Major Decisions of the U.S. Supreme Court, 1996–97 Term
Updated February 28, 2017 | Infoplease Staff
- Police Upheld on Right to Search Cars (Nov. 18, 1996): Justices rule unanimously that when a car is stopped for a traffic violation, the driver may be asked to permit the search without further notification.
- Previous Acquittals Ruled Factor in Sentencing (Jan. 6, 1997): Seven justices agree that courts may, and sometimes must, consider the defendant's record before imposing sentence.
- Endangered Species Act Interpreted (March 19): The Court unanimously defends view that citizens, in addition to suing government for doing too little to protect endangered species, can also sue it for doing too much.
- Drug Testing of Candidates Rejected (April 15): Justices, 8–1, overturn Georgia law requiring urine test for illegal drugs as a condition for a place on a ballot. It is the first decision to strike down as unconstitutional a government drug-testing program.
- Setback is Dealt to Minor Parties (April 28): Justices rule, 6–3, that states are not constitutionally required to permit candidates to appear on more than one political party's ballot.

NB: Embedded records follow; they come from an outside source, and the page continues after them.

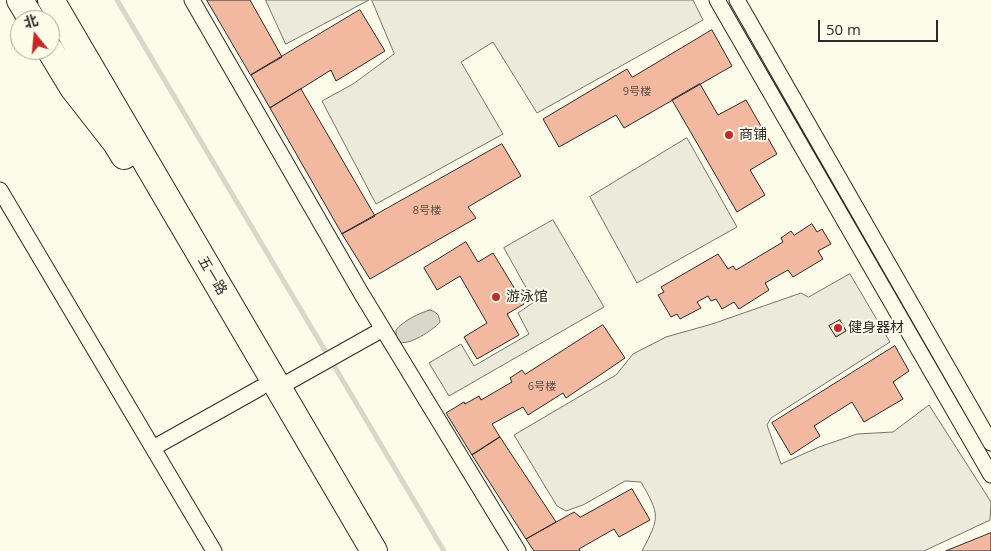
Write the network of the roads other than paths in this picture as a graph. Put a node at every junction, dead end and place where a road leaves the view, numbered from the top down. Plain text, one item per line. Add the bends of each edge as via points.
1 (50, 0) edge
2 (192, 0) edge
3 (717, 0) edge
4 (737, 0) edge
5 (56, 60) edge
6 (0, 190) edge
7 (383, 329) junction
8 (269, 388) junction
9 (991, 443) edge
10 (153, 448) junction
11 (991, 475) edge
12 (214, 551) edge
13 (354, 551) edge
14 (374, 551) edge
15 (518, 551) edge

1 - 8 highway, 五一路
2 - 7 street
3 - 11 street
4 - 9 street
5 - 8 highway, 五一路 via 73,88 116,143
6 - 10 street
7 - 8 street
7 - 15 street
8 - 10 street
8 - 13 highway, 五一路
8 - 14 highway, 五一路
10 - 12 street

- Special Rule for Drug Searches Rejected (April 28): Court unanimously decides that police must observe constitutional requirement for knocking and announcing their presence before entering a premise.
- Justices Ease Policy on Voting Rights (May 12): In 7–2 ruling, Court restricts Justice Department's ability to insist on greater representation of minorities as requirement for approving redistricting plans.
- Nonprofit Organizations Get Tax Break (May 19): Court rules 5–4, that states offering favorable treatment to charities cannot grant status based on whether the charity primarily serves in-state or out-of-state clients. Maine law ruled unconstitutional.
- Clinton Rebuffed in Harassment Case (May 27): Justices rule unanimously in proceedings brought by Paula Jones, former Arkansas state employee, that a sitting President can be sued for actions outside the scope of his official duties.
- Suspension Without Pay Upheld (June 9): Justices rule unanimously that Constitution does not automatically entitle public employees to a hearing before being temporarily furloughed without pay.
- U.S. Loses Redistricting Challenge (June 19): Justices, 5–4, uphold court-ordered plan that leaves Georgia with only one black-majority Congressional district instead of three.
- Environmentalists Upheld on Alaska Boundary (June 19): In 6–3 ruling, Court declares U.S. owns disputed offshore areas of Arctic coast that are ecologically fragile and rich in oil and gas deposits.
- Curb on Parochial Schools Reversed (June 23): In sweeping 5–4 decision, Justices rule that Constitution permits public school systems to send teachers into parochial schools to teach remedial and supplemental classes for needy children.
- Sex Predator Law Upheld (June 23): Justices rule, 5–4, that states may confine some offenders to mental hospitals after they have served prison sentences if they are deemed likely to continue crimes.
- Private Prisons Guards Lose Immunity (June 23): In 5–4 decision, Court rules that employees of privately run institutions under contract with state or local governments are subject to prisoners' lawsuits.
- Clinton Setback on Whitewater Notes (June 23): Justices decline to overturn lower court ruling requiring White House lawyers to turn over notes of conversations between the First Lady and attorneys regarding Whitewater investigation.
- Court Strikes Down $1.3 Billion Asbestos Settlement (June 25): Rules against legality of class-action settlement to victims of asbestos exposure because asbestos victims are too diverse a group to be covered by a single class-action ruling. Settlement deemed unfair to future asbestos victims who may not experience the effects of exposure for several more decades—to hold them to a potentially obsolete settlement could unfairly disadvantage them.
- Conviction in Securities Trading Case Upheld (June 25): In 6–3 decision, Court rules insider trading laws apply to persons having confidential information even if they have no connection with the company whose shares are being bought.
- Religious Rights Law Overturned (June 25): Court decides 6–3 that Congress exceeded its authority when it passed statute giving religious practices more protection than the Justices themselves had found to be constitutionally required.
- Ban on Internet Pornography Overruled (June 26): In an essentially unanimous decision (Rehnquist dissented to part of it), Court declares unconstitutional a federal law making it a crime to send or display “indecent” material that may be available to minors. Ruling is a sweeping endorsement of free speech online.
- Right to Assisted Suicide Denied (June 26): In two 9–0 decisions, Court rejects constitutional challenges to New York and California laws outlawing such aid to dying. Justices leave opening for future claims.
- Major Provision of Brady Bill Stricken (June 27): In 5–4 ruling, gun control measure is found to violate the “principle of state sovereignty”by requiring state officials to conduct background checks of prospective handgun buyers. Court thus continues Justices' debate about state–federal powers.